ACTIVITY:
The range starts at the line containing "Digitize the connectivity of all" and ends at the last line of the records below. Reproduce those lines exactly.

==== SUPPLIED ENTRIES ====

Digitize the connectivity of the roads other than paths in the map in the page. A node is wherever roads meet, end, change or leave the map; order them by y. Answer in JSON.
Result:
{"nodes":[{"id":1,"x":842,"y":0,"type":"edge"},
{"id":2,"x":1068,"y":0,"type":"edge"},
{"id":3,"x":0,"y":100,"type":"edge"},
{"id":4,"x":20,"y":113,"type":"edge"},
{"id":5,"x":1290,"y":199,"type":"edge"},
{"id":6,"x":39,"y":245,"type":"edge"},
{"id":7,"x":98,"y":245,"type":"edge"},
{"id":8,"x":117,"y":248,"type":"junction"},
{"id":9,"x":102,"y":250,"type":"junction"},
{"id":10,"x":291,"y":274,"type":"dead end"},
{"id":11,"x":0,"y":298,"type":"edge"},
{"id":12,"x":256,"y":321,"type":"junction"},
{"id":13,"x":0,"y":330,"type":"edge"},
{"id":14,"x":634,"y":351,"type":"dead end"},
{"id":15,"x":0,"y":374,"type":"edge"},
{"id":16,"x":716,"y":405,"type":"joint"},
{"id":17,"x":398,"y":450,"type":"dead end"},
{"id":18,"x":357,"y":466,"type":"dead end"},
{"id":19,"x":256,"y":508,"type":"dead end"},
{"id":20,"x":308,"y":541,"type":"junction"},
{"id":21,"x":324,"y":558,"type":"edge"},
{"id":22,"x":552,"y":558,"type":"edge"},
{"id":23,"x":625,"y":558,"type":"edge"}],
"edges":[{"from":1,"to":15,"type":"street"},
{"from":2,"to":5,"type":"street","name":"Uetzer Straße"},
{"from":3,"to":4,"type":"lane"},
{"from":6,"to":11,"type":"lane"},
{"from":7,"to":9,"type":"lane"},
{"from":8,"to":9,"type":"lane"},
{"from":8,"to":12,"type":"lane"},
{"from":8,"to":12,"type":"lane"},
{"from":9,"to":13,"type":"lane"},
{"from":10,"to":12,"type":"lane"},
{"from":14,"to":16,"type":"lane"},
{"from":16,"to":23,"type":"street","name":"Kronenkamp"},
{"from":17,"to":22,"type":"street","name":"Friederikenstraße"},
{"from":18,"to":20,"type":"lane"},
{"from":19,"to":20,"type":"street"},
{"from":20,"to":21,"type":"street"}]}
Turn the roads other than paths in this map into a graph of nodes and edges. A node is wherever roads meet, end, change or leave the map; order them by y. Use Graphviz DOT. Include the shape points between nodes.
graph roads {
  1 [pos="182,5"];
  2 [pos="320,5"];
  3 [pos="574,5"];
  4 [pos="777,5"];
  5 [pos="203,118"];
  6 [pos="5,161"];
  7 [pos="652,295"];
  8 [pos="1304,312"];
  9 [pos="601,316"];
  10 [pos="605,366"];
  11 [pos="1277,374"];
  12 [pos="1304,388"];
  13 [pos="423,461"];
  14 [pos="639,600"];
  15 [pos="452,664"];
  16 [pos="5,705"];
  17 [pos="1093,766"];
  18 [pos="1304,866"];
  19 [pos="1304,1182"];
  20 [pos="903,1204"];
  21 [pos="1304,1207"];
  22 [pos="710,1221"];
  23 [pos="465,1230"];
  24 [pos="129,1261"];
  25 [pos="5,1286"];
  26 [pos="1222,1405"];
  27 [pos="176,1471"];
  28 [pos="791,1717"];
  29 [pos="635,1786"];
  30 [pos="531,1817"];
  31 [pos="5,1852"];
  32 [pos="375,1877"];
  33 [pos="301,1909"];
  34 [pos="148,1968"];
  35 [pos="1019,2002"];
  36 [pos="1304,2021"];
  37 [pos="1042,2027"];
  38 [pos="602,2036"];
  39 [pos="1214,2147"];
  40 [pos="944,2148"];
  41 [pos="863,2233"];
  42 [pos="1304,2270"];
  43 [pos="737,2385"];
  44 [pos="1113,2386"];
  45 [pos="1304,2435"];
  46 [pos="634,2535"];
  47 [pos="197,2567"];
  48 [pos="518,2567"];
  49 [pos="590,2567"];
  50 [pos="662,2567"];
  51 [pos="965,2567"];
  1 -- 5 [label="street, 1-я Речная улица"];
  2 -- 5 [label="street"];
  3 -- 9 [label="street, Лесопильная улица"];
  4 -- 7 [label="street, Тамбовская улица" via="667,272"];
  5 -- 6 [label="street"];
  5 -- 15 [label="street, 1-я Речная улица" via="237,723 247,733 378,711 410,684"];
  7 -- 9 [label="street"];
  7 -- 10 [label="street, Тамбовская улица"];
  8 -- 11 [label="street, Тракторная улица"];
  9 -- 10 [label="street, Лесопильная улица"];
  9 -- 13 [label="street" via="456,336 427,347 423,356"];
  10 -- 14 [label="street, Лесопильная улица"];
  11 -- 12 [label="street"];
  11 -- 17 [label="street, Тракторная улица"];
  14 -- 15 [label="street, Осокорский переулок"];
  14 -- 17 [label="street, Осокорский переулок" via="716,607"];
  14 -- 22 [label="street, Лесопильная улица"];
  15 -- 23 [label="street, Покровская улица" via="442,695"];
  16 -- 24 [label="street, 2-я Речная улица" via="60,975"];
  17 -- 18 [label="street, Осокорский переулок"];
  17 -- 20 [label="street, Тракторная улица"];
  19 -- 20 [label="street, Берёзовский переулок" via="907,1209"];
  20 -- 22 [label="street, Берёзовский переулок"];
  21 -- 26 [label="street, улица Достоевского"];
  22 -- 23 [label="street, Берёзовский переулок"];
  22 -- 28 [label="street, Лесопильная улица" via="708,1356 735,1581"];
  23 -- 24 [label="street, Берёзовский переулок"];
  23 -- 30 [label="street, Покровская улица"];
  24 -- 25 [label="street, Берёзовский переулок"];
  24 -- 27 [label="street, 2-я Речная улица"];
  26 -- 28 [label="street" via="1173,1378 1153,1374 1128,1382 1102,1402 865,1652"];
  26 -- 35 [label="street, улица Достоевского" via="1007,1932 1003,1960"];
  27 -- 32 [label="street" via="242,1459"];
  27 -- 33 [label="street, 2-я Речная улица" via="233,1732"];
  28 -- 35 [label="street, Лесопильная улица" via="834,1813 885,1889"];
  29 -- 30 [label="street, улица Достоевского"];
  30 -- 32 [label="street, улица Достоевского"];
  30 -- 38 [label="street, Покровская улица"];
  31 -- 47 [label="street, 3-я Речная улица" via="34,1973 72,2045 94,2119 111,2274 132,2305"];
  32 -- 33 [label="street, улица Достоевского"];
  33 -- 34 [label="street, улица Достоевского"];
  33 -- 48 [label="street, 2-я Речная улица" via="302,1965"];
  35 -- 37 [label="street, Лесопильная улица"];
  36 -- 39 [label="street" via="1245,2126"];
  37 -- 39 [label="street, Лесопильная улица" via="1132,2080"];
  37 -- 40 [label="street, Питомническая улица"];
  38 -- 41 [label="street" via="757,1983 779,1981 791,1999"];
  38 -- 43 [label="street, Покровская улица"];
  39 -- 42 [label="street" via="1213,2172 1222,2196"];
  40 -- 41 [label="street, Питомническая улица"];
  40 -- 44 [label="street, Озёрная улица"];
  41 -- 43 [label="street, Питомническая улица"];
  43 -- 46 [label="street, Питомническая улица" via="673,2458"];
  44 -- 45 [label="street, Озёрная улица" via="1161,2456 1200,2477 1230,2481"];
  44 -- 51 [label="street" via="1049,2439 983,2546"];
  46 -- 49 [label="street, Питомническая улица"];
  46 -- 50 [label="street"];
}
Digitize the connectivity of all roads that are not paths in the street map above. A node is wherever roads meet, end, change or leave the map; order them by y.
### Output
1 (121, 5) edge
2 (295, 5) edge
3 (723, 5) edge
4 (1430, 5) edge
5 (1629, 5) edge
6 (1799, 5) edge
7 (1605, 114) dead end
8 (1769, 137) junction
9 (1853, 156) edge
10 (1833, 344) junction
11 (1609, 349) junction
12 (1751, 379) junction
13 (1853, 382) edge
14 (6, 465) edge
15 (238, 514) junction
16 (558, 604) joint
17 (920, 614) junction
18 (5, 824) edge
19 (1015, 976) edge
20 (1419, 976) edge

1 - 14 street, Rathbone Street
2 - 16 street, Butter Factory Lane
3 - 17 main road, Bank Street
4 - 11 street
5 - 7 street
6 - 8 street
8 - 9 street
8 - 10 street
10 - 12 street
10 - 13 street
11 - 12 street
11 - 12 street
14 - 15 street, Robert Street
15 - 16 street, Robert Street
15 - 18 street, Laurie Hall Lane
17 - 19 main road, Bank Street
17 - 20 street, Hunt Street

====

ANSWER TO THIS EXERCISE:
Digitize the connectivity of all roads that are not paths in the street map above. A node is wherever roads meet, end, change or leave the map; order them by y.
### Output
1 (121, 5) edge
2 (295, 5) edge
3 (723, 5) edge
4 (1430, 5) edge
5 (1629, 5) edge
6 (1799, 5) edge
7 (1605, 114) dead end
8 (1769, 137) junction
9 (1853, 156) edge
10 (1833, 344) junction
11 (1609, 349) junction
12 (1751, 379) junction
13 (1853, 382) edge
14 (6, 465) edge
15 (238, 514) junction
16 (558, 604) joint
17 (920, 614) junction
18 (5, 824) edge
19 (1015, 976) edge
20 (1419, 976) edge

1 - 14 street, Rathbone Street
2 - 16 street, Butter Factory Lane
3 - 17 main road, Bank Street
4 - 11 street
5 - 7 street
6 - 8 street
8 - 9 street
8 - 10 street
10 - 12 street
10 - 13 street
11 - 12 street
11 - 12 street
14 - 15 street, Robert Street
15 - 16 street, Robert Street
15 - 18 street, Laurie Hall Lane
17 - 19 main road, Bank Street
17 - 20 street, Hunt Street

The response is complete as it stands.